There are a number of ways that a surviving spouse can place a claim on a deceased spouse’s estate:

  • Almost every state allows for “spousal share”, which is a surviving spouse’s right to legally claim a portion of a deceased spouse’s estate, which ranges from 30-50% of assets. This often includes not only probate assets but the total sum of assets, including IRAs and trusts, which may have been left to someone else…such as children from a prior marriage.
  • Homestead allowances, which vary by state, can allow for surviving spouses to continue to occupy the home for a given period of time, receive a specific value for the home and are treated as a priority claim against the estate.
  • Some states provide for spousal support from the estate of a deceased spouse.
  • Many states allow for a surviving spouse to have a priority claim over the married couple’s exempt property, which is all of their tangible assets. This may present a problem if this some of these assets are family heirlooms of the deceased spouse and later become a part of the surviving spouse’s estate.
  • Under ERISA laws, a spouse must be the primary beneficiary of an ERISA defined contribution plan. This can often be a large portion of a deceased spouse’s assets.
  • Most states have filial support laws that hold a spouse liable for long-term care costs. This would be the case even if those assets are protected by a prenuptial agreement. Similarly, the assets of a couple would be factored jointly in to Medicaid eligibility decisions for long-term care costs. Both spouses would be required to spend down their assets in order in order for the one spouse to be eligible.
  • Without a will, a portion of a deceased spouse’s estate automatically transfers to the surviving spouse, despite the wishes or intentions of the deceased spouse. In New York, this amounts to half of the estate if there are surviving children, as well.

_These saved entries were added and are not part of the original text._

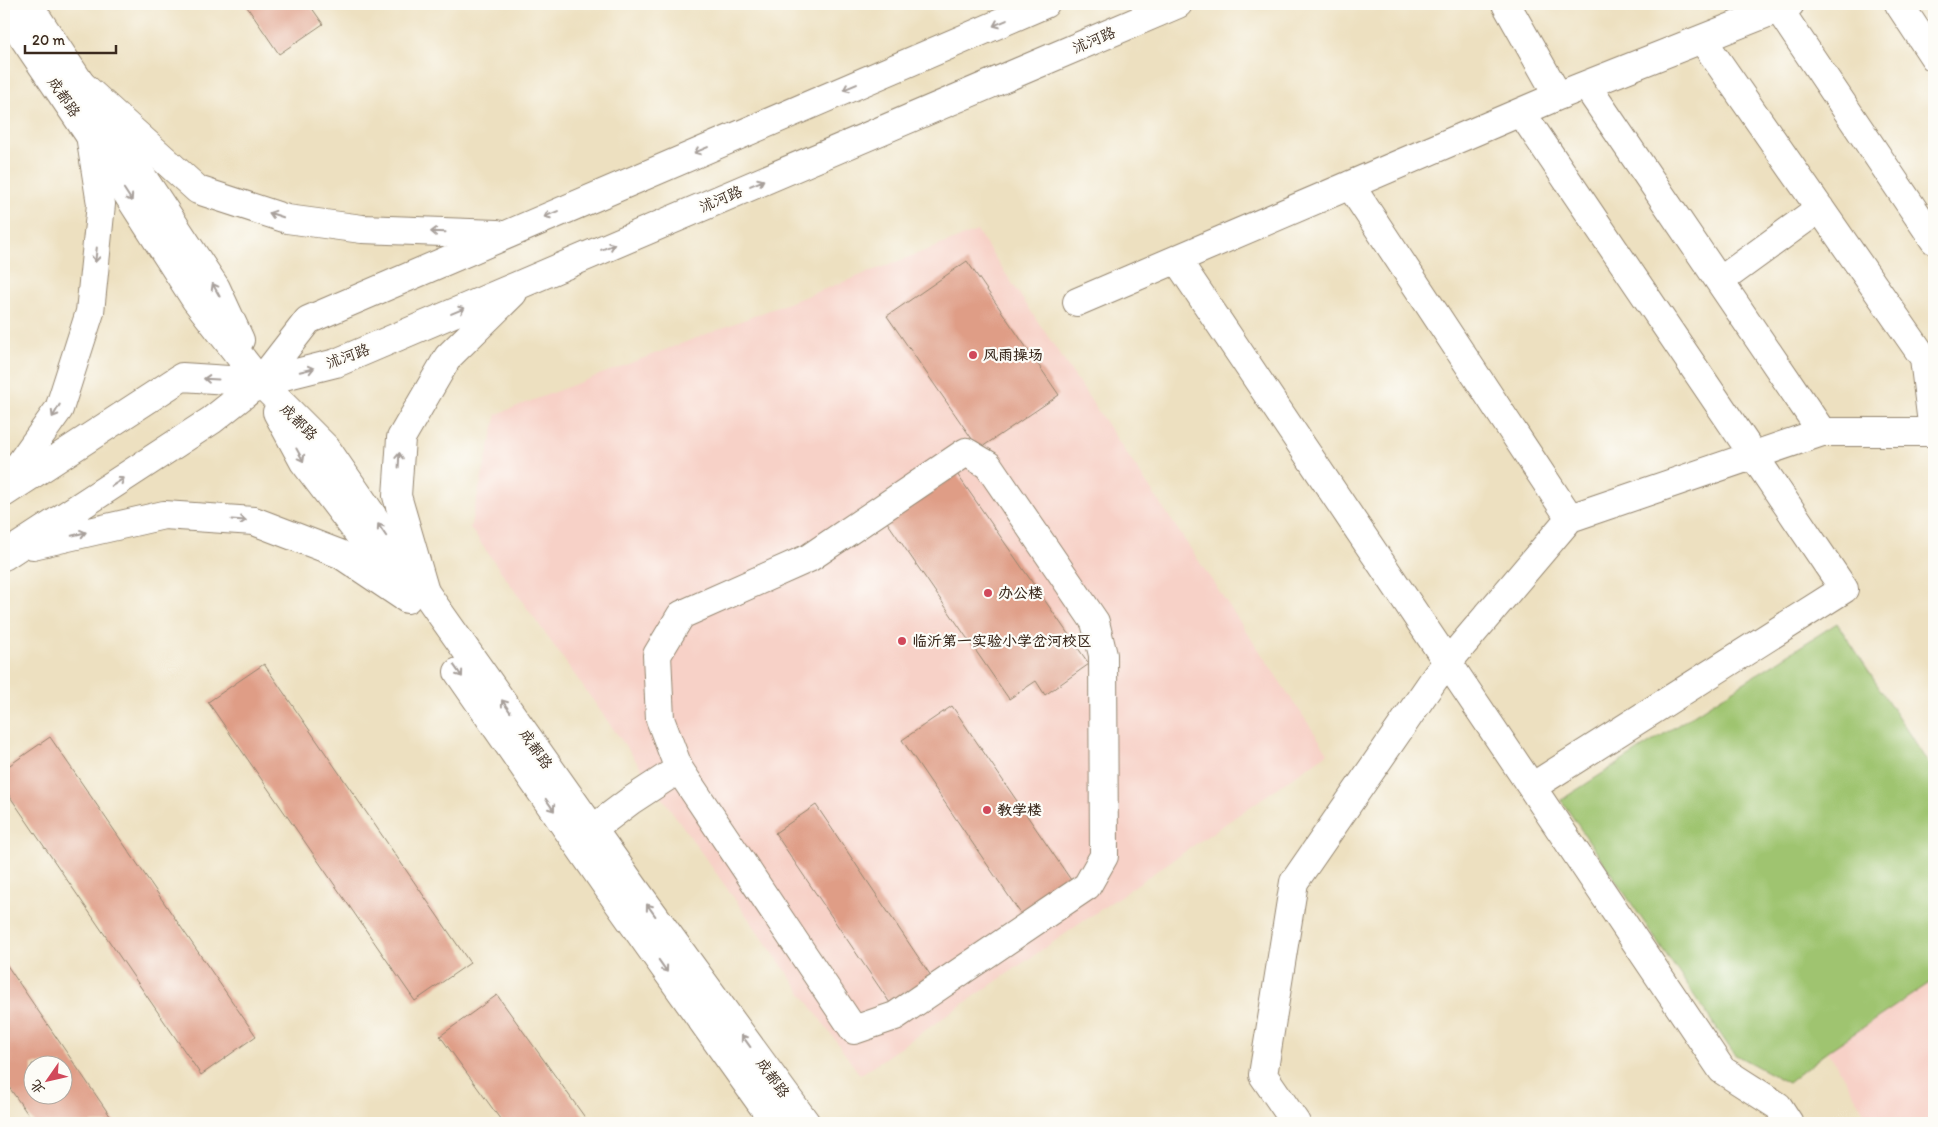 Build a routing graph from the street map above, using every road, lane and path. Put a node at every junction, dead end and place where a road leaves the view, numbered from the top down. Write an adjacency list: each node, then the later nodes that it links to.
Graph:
1 (28, 4): 11 (street, 成都路)
2 (1044, 4): 17 (street, 沭河路, one-way to 17)
3 (1178, 4): 21 (street, 沭河路, one-way to 3)
4 (1506, 4): 12 (street)
5 (1899, 4): 9 (street)
6 (1784, 6): 8 (street); 18 (street)
7 (4, 9): 14 (street, 成都路)
8 (1702, 39): 10 (street); 16 (street)
9 (1934, 57)
10 (1586, 85): 12 (street); 20 (street)
11 (82, 86): 14 (street); 17 (street, one-way to 11); 23 (street, 成都路, one-way to 11)
12 (1558, 96): 13 (street)
13 (1521, 112): 15 (street); 26 (street)
14 (90, 136): 23 (street, 成都路, one-way to 23); 27 (street, one-way to 27)
15 (1350, 185): 19 (street); 29 (street)
16 (1820, 208): 20 (street); 25 (street)
17 (504, 234): 23 (street, 沭河路)
18 (1934, 240)
19 (1177, 260): 22 (street); 32 (street)
20 (1720, 281): 24 (street)
21 (524, 283): 23 (street, 沭河路, one-way to 21); 31 (street, one-way to 21)
22 (1077, 302)
23 (260, 382): 28 (street, 沭河路, one-way to 28); 30 (street, 沭河路, one-way to 23); 31 (street, 成都路)
24 (1822, 432): 25 (street); 26 (street)
25 (1934, 432)
26 (1753, 456): 29 (street); 34 (street)
27 (4, 486)
28 (4, 493)
29 (1570, 518): 32 (street)
30 (9, 553): 31 (street, one-way to 31)
31 (416, 595): 35 (street, 成都路, one-way to 31); 36 (street, 成都路, one-way to 36)
32 (1448, 662): 34 (street); 38 (street)
33 (679, 769): 33 (street); 35 (street)
34 (1532, 787): 39 (street)
35 (593, 829): 37 (street, 成都路, one-way to 35)
36 (775, 1123)
37 (806, 1123)
38 (1296, 1123)
39 (1789, 1123) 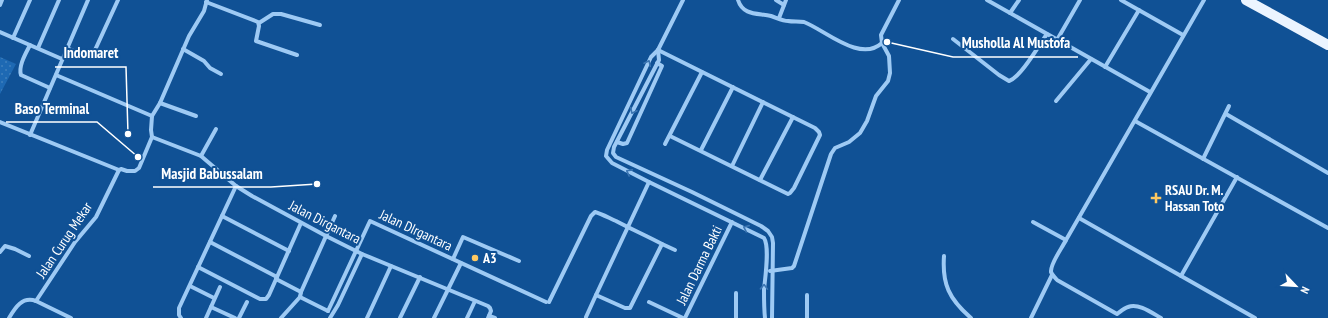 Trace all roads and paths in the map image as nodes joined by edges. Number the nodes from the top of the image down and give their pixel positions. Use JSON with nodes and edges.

Luckily, there are also a number of ways that these rights can be reduced or eliminated altogether:

  • Although not very romantic, prenuptial agreements are the first step in asset protection. ERISA plans also allow for waivers, however; this must be done post marriage to be effective or it will be enforceable.
  • Beneficiary designations should be up to date.
  • The use of IRA trusts allows the deceased spouse to better control the distribution of the IRA, allowing for the care of the surviving spouse during their lifetime and then for the remaining assets to be transferred to the deceased spouse’s family.
  • Wills should be updated either immediately prior or after a new marriage takes place.
  • Marriages can be voided after death in some states, including New York, for various reasons including mental incapacity.
  • Irrevocable life insurance trusts can eliminate spousal claims on life insurance policies.
  • Assets can be eliminated from the estate by placing assets in trusts and making lifetime gift

Estate planning after remarriage…and before… is critical to protect the interests of the couple and the couple’s family, and hopefully ensure a peaceful distribution of assets upon the death of a spouse.